Gilles Lellouche
Dans le cinéma français des années 2010, Gilles Lellouche est d'abord un corps reconnaissable avant d'être un metteur en scène: présence massive, mélange de rudesse et de vulnérabilité, visage capable de porter à la fois la comédie populaire et le drame à vif. Quand son nom arrive du côté de la réalisation, il apporte cette mémoire d'acteur. Il ne filme pas les personnages comme des idées qui marchent, mais comme des corps encombrés par leurs désirs, leurs colères, leurs défaites.
Cette origine compte dans un catalogue d'horreur, même si Lellouche n'appartient pas spontanément à la famille des cinéastes de l'épouvante. Le genre aime les intrus. Il aime les réalisateurs qui viennent d'ailleurs et qui déplacent ses mécanismes vers d'autres intensités: le malaise social, la brutalité affective, la violence intime. Chez Lellouche, le cinéma semble toujours attiré par les groupes, les amitiés, les loyautés masculines, les fêtes qui cachent des blessures. Ce sont déjà des matières de thriller, même quand elles portent les habits du drame ou de la comédie.
Il faut penser à la France qu'il filme ou traverse: non pas une carte postale, mais un espace de tensions quotidiennes, de classes, de familles, de virilité en crise. Lellouche connaît le poids des gestes ordinaires. Une accolade peut devenir une prise. Une blague peut masquer une humiliation. Un repas peut contenir la promesse d'une explosion. Cette attention aux corps sociaux, aux relations qui s'usent et aux passions qui débordent, crée un terrain voisin de l'horreur morale. Le monstre n'est pas forcément surnaturel. Il peut être un comportement que tout le monde tolère trop longtemps.

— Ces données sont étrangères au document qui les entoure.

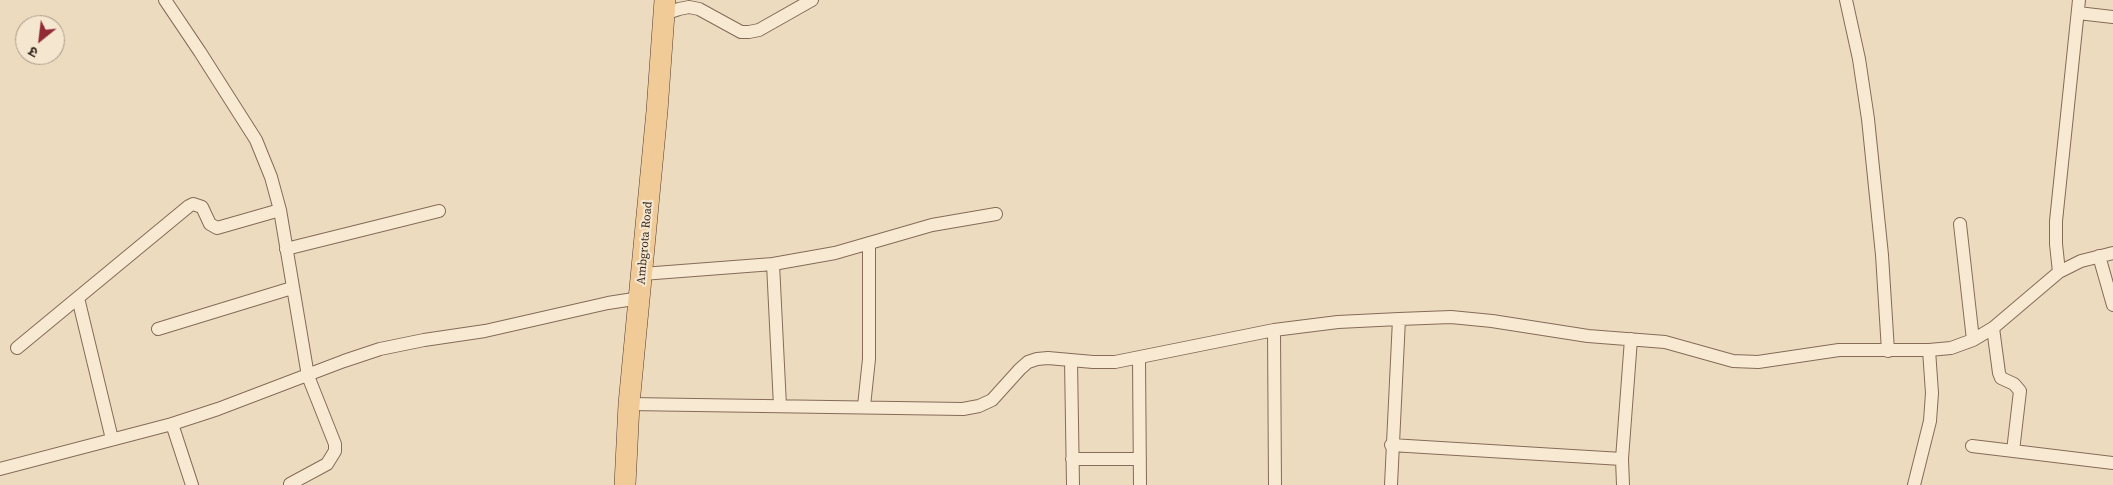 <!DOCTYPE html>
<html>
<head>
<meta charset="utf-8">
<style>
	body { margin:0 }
	#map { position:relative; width:2113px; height:485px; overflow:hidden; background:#eddbc0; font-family:"Source Serif 4","Noto Sans Devanagari",serif }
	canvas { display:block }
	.north { position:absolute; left:15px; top:15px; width:50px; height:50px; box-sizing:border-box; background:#f4e6cf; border:1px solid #a89987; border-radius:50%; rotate:209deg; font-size:14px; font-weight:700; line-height:20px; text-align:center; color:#35261c }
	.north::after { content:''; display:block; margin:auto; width:18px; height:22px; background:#922a35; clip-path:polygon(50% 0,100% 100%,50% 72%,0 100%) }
</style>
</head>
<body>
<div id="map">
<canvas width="2113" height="485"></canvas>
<div class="north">उ</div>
</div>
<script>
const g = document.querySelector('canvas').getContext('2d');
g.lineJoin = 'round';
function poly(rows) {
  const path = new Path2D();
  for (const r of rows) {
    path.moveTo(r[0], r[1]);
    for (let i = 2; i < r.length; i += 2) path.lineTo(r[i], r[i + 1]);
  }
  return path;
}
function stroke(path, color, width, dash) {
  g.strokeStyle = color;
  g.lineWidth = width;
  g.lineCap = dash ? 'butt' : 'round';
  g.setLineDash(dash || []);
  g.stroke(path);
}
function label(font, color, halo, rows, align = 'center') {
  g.font = font + ' "Source Serif 4",serif';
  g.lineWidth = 4.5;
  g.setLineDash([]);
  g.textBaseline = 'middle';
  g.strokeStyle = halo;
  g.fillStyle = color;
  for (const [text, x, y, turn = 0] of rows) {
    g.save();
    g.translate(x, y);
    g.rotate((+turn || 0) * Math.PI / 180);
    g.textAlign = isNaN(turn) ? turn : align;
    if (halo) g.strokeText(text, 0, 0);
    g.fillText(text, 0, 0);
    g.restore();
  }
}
const street = poly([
	[165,0,200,52,256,140,271,177,280,210,308,376,335,444,335,451,327,464,290,484],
	[1846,0,1859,59,1868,119,1882,255,1888,351],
	[2078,13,2113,17],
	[664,14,679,9,689,7,699,9,741,32,749,32,759,30,812,0],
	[1960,224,1973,340],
	[286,249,439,211],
	[2099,256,2113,305],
	[773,264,780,406],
	[2059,272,2056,244,2056,221,2079,0],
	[642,274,773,264,835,253,932,225,996,214],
	[78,298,112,439],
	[1993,328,1999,373,2001,378,2014,384,2020,391,2013,451],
	[158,329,292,288],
	[1274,330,1275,485],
	[17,348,189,206,193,204,202,207,210,224,217,228,280,210],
	[1139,358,1140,485],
	[1071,360,1073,485],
	[629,404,963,409,979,406,992,400,1020,369,1028,362,1037,359,1048,358,1093,362,1115,362,1274,330,1338,322,1399,319,1451,317,1492,321,1588,336,1665,342,1733,361,1758,362,1839,350,1929,350,1951,348,1973,340,1993,328,2059,272,2081,261,2113,253],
	[864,406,869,359,869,243],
	[172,424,192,485],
	[1391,445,1622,459],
	[1972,446,2113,463],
	[1072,459,1140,459],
	[0,469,172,424,218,409,344,361,380,349,424,340,485,331,608,303,640,298],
	[1391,485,1399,319],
	[1623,485,1622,459,1631,339],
	[1914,485,1930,421,1932,393,1929,350]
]);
const primary = poly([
	[625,485,629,404,657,111,665,0]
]);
stroke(street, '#856b58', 14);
stroke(primary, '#523a2d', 22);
stroke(street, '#f8e9d2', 12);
stroke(primary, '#f0cb97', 21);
label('12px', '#35261c', '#f4e6cf', [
	["Ambgrota Road",645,243,-85]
]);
</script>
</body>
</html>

Comme réalisateur, Lellouche travaille souvent avec une énergie de débordement. Il aime les ensembles, les mouvements, les élans qui risquent la saturation. Cette générosité peut paraître étrangère à l'horreur pure, qui réclame parfois la contraction, le silence, le vide. Pourtant, c'est précisément cette tension qui rend son passage dans une base comme CaSTV intéressant. Son cinéma rappelle que le genre n'est pas seulement affaire de spectres. Il touche aussi aux émotions excessives, à ce moment où une communauté cesse de protéger ses membres et commence à les broyer.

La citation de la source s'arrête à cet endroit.